Write out the entries below exactly. End with the line that contains "ctx.lineJoin = 'round';".

━━ Extracted information

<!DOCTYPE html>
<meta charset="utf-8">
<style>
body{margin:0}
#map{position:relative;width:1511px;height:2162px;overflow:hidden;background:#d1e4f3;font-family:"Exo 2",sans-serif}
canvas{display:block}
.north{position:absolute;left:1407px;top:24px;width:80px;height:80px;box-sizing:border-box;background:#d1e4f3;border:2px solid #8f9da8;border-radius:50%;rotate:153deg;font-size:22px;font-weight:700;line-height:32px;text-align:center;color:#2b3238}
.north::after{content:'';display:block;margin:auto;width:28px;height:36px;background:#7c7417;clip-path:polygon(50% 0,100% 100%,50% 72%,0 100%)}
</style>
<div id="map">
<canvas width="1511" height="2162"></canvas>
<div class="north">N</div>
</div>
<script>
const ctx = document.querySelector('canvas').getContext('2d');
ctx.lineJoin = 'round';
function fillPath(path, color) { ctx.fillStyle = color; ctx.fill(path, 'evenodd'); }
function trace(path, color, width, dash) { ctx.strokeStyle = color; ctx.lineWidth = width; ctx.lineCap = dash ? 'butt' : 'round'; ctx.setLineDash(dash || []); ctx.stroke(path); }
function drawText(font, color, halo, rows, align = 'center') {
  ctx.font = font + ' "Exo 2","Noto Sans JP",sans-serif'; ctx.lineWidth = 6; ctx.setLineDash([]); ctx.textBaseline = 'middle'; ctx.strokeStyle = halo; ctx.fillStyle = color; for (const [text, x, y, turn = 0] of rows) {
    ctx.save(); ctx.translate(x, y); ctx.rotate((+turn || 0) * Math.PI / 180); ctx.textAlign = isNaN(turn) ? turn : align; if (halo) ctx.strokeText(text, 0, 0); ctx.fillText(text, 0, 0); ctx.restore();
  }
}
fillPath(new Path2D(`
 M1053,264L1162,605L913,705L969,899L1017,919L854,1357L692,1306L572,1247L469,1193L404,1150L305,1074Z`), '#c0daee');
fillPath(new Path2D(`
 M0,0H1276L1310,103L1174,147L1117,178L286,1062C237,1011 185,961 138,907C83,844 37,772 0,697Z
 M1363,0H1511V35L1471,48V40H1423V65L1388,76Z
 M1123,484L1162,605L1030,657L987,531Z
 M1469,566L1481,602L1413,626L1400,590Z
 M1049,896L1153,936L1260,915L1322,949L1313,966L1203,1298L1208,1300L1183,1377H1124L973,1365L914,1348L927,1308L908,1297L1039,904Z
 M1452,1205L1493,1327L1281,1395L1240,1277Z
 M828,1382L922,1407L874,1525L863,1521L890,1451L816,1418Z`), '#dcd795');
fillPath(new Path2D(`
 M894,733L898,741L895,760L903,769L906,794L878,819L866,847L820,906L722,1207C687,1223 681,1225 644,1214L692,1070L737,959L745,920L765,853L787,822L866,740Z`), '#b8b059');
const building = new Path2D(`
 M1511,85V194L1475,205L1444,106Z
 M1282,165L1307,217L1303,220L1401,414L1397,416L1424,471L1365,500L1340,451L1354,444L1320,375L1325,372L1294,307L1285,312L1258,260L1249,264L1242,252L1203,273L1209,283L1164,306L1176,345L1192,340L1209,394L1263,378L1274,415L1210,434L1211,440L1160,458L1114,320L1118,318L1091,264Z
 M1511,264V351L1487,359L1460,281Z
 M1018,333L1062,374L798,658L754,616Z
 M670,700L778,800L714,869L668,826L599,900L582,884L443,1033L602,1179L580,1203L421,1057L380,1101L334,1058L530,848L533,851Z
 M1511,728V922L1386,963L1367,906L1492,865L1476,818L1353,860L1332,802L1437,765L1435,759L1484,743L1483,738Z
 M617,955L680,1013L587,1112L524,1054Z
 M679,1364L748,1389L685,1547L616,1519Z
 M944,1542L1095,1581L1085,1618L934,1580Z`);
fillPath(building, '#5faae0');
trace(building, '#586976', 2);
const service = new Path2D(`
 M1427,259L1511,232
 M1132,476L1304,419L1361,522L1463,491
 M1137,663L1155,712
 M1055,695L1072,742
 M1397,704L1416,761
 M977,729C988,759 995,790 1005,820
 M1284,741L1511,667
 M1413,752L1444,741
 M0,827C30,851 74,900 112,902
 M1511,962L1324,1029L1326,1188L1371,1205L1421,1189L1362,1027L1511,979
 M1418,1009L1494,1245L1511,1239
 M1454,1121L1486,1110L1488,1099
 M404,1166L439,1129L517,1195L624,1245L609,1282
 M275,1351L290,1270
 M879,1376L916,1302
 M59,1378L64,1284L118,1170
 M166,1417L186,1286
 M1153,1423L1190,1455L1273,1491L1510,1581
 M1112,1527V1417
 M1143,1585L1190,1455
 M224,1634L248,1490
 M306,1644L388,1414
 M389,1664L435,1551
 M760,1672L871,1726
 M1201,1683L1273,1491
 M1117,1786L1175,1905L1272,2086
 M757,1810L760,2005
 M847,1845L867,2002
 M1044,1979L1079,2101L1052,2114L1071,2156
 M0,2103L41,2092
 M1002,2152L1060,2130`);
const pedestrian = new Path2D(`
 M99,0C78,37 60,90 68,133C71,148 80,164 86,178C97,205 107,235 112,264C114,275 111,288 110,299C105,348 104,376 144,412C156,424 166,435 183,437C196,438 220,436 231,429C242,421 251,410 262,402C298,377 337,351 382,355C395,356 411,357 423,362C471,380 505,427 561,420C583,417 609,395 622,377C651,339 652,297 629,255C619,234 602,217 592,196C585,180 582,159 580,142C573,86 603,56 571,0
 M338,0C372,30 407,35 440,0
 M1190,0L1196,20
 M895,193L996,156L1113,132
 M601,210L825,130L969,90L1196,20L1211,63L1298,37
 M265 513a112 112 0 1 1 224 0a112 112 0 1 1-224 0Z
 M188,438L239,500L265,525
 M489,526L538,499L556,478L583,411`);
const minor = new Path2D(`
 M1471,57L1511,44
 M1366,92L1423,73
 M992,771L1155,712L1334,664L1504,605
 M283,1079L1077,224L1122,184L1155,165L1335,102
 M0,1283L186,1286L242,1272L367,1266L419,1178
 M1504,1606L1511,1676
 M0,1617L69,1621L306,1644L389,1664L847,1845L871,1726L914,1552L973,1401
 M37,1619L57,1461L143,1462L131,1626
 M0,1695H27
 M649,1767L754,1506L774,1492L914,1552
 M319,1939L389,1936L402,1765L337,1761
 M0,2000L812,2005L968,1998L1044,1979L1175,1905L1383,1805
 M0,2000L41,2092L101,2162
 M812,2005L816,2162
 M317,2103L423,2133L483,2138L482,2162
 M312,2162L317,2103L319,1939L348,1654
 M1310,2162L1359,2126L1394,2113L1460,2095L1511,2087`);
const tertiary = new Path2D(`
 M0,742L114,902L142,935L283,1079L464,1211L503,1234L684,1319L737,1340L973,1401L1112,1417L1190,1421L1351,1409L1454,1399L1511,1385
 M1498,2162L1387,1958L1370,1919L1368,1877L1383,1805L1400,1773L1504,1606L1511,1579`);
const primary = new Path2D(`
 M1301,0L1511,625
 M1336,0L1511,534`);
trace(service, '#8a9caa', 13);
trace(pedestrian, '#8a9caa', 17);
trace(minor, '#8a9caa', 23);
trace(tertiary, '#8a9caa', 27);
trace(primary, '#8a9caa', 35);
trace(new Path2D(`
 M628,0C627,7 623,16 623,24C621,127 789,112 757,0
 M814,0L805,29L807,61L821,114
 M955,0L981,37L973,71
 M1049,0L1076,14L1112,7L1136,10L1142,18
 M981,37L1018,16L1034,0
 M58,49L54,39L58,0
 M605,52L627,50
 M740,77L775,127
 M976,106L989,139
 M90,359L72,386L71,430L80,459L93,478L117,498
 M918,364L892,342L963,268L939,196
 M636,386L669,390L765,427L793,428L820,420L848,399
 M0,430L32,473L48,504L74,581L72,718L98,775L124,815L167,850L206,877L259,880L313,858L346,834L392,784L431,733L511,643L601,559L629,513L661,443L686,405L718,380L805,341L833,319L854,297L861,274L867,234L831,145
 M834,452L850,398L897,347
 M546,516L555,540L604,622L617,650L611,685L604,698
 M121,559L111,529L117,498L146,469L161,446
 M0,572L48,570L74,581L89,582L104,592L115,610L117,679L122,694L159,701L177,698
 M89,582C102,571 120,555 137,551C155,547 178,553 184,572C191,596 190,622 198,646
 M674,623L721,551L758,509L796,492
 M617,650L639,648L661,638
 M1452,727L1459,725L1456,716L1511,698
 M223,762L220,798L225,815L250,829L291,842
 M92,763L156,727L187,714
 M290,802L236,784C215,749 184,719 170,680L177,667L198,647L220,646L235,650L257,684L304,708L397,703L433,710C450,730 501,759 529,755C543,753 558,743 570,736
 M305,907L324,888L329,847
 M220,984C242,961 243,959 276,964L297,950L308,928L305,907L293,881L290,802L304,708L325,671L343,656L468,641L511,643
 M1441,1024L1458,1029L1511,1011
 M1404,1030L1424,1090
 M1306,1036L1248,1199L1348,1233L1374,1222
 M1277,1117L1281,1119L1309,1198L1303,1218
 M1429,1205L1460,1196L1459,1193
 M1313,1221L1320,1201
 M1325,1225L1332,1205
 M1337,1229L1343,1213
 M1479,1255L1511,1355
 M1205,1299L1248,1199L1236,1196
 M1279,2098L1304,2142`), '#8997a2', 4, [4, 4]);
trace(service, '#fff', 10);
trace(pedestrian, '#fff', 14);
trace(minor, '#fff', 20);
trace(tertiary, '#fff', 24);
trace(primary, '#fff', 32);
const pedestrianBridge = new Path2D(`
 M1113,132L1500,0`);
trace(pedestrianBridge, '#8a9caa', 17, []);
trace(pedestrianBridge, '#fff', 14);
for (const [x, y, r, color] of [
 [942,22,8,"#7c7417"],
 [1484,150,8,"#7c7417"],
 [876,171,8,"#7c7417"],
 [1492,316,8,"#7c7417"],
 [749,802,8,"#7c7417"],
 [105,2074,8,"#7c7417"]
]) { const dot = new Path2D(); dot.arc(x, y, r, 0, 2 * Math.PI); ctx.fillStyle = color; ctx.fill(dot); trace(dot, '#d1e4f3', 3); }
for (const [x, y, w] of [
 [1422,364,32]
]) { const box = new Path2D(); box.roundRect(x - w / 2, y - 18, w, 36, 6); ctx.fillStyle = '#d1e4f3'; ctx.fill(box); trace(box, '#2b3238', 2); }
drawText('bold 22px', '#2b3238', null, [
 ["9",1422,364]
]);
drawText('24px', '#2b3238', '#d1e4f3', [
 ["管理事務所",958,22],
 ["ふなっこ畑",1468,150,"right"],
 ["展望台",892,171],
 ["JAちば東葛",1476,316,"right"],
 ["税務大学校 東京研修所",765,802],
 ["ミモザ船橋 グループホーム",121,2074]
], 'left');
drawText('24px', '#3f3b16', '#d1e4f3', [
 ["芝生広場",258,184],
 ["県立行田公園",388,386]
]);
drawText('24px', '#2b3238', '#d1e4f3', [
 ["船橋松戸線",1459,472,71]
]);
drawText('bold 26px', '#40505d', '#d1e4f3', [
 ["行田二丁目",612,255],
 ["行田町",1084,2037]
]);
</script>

━━━━

◆ Answer to this problem ◆
<!DOCTYPE html>
<meta charset="utf-8">
<style>
body{margin:0}
#map{position:relative;width:1511px;height:2162px;overflow:hidden;background:#d1e4f3;font-family:"Exo 2",sans-serif}
canvas{display:block}
.north{position:absolute;left:1407px;top:24px;width:80px;height:80px;box-sizing:border-box;background:#d1e4f3;border:2px solid #8f9da8;border-radius:50%;rotate:153deg;font-size:22px;font-weight:700;line-height:32px;text-align:center;color:#2b3238}
.north::after{content:'';display:block;margin:auto;width:28px;height:36px;background:#7c7417;clip-path:polygon(50% 0,100% 100%,50% 72%,0 100%)}
</style>
<div id="map">
<canvas width="1511" height="2162"></canvas>
<div class="north">N</div>
</div>
<script>
const ctx = document.querySelector('canvas').getContext('2d');
ctx.lineJoin = 'round';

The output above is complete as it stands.